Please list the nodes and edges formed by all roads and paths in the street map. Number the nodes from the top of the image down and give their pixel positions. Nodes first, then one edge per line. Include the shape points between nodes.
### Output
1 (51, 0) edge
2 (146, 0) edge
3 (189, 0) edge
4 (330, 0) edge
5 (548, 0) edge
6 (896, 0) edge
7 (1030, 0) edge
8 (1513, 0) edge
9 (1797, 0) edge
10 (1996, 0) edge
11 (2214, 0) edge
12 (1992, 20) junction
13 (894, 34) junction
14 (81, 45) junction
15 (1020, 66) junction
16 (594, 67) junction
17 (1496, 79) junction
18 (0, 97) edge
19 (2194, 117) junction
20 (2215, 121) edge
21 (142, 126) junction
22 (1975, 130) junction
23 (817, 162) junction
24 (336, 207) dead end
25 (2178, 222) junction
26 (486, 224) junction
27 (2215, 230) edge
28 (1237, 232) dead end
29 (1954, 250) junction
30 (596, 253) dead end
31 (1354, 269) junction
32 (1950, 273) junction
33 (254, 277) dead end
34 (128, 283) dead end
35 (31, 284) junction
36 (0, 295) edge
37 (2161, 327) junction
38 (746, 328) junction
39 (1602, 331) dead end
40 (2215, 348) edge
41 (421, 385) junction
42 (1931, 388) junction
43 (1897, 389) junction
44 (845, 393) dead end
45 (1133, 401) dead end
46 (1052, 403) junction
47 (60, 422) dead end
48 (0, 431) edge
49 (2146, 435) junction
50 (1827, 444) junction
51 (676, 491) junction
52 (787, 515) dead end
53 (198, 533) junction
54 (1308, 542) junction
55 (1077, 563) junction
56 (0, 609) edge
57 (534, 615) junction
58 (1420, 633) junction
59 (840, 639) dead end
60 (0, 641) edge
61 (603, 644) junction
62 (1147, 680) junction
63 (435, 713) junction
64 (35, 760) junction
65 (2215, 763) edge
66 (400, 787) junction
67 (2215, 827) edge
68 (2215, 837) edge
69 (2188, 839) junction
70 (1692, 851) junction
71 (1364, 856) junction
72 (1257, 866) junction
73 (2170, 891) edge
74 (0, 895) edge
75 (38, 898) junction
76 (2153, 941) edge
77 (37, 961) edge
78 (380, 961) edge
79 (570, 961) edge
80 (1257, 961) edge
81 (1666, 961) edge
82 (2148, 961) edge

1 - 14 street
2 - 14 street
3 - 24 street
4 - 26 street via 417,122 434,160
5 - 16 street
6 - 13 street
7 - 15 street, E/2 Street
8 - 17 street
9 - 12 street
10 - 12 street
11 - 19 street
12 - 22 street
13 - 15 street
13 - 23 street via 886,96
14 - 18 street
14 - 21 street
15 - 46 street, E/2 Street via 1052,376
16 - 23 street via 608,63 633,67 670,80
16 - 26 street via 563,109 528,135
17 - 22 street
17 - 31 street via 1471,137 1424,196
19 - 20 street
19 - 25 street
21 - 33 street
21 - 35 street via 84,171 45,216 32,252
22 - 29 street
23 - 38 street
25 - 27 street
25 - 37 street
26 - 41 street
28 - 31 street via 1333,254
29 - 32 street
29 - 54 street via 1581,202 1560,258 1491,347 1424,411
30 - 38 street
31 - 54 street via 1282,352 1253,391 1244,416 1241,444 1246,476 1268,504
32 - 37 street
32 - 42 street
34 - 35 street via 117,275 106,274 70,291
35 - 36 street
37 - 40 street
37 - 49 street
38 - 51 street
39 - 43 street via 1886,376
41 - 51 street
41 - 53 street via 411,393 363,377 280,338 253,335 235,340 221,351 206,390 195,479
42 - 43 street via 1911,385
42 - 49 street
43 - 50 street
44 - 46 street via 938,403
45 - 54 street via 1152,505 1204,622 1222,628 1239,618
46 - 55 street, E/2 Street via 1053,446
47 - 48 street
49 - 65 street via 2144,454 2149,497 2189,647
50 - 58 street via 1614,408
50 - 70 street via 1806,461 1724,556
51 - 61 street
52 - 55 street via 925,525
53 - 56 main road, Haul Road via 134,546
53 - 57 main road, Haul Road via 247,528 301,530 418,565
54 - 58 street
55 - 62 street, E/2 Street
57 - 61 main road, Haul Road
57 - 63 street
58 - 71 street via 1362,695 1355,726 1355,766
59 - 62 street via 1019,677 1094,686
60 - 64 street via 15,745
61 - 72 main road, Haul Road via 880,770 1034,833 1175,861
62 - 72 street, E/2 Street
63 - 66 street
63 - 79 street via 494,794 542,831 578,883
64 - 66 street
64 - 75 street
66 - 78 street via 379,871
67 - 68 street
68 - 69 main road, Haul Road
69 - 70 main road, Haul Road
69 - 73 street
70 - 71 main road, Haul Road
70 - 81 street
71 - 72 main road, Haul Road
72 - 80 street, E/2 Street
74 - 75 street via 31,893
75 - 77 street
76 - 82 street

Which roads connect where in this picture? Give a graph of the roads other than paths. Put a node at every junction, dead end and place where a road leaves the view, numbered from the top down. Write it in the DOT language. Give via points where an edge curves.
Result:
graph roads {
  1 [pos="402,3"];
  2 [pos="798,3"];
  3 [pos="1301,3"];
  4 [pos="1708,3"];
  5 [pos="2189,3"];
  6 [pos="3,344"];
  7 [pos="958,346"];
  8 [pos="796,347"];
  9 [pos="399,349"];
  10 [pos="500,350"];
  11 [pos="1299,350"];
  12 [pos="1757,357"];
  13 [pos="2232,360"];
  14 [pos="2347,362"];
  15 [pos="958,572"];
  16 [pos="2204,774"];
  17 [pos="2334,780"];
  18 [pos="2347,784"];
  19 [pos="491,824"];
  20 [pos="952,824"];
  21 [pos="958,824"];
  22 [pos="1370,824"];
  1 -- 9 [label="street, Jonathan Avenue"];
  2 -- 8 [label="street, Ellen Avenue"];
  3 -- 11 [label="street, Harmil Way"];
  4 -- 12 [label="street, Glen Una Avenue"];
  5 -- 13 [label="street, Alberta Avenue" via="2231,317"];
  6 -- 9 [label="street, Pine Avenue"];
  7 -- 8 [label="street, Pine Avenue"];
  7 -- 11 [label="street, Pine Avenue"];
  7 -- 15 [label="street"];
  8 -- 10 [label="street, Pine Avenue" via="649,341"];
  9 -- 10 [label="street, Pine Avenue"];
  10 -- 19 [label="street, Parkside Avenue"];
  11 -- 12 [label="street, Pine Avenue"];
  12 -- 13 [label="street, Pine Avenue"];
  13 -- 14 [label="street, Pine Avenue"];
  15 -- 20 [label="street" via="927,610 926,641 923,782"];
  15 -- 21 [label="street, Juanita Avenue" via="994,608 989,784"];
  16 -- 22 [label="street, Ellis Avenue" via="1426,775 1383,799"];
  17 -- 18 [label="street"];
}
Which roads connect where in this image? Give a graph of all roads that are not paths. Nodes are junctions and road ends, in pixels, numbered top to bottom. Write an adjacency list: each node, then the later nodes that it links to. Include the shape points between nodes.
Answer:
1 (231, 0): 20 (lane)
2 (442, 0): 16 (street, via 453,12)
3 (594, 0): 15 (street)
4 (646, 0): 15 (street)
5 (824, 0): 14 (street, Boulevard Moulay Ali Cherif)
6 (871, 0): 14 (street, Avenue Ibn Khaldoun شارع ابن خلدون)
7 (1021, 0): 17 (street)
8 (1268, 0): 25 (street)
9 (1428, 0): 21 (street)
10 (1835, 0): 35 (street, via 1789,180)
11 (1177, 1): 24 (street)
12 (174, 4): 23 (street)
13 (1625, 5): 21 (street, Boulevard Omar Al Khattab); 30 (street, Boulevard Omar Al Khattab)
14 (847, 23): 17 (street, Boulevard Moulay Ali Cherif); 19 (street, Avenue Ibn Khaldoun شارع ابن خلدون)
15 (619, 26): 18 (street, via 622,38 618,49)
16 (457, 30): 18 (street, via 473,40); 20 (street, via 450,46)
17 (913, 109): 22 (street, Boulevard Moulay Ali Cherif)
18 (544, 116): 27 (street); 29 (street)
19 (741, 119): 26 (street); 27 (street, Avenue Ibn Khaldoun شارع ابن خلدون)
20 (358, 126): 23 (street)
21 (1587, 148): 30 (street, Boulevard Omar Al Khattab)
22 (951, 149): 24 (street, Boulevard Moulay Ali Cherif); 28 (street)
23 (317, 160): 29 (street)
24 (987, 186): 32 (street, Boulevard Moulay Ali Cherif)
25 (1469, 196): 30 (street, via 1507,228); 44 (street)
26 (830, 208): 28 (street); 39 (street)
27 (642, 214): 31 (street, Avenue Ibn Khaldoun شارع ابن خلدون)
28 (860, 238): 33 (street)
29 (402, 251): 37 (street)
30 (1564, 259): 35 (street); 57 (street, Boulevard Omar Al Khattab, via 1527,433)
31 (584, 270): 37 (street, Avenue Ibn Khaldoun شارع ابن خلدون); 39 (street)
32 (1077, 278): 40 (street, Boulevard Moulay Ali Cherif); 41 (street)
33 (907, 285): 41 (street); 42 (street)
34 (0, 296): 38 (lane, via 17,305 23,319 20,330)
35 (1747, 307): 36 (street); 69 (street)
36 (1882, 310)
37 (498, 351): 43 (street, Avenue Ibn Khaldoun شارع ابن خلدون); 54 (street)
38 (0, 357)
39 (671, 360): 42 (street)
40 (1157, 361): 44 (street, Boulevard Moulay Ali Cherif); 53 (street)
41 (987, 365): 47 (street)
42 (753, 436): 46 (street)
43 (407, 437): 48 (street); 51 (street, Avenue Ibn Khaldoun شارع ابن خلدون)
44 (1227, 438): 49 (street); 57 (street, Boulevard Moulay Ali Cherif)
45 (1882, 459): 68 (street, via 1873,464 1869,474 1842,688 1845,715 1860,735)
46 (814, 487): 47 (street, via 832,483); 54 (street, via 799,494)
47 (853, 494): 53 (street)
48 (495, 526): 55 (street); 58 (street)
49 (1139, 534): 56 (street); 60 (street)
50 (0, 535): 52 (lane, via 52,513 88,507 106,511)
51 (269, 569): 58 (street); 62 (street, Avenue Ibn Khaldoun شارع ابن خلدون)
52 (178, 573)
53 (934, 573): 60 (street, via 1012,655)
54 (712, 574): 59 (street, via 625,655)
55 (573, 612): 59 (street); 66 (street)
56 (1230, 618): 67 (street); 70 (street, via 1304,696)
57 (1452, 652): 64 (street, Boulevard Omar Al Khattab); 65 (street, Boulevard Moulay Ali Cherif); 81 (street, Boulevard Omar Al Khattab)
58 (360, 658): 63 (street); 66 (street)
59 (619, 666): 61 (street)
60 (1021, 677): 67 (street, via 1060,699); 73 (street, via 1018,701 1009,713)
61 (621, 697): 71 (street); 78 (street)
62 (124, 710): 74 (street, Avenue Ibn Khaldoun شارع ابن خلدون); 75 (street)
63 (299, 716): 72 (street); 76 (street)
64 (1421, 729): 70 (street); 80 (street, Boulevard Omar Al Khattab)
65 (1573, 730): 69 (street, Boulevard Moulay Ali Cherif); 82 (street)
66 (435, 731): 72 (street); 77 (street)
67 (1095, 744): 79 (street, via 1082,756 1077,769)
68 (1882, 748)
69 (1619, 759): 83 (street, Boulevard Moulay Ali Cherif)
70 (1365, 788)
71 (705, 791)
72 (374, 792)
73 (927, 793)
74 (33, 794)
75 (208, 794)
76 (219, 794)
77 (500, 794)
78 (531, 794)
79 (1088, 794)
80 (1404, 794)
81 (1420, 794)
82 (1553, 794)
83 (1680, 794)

========

ABOUT THIS EXERCISE: Reply with the count alone: how many lines of the records contain the string "Khaldoun"?

EXPECTED ANSWER: 9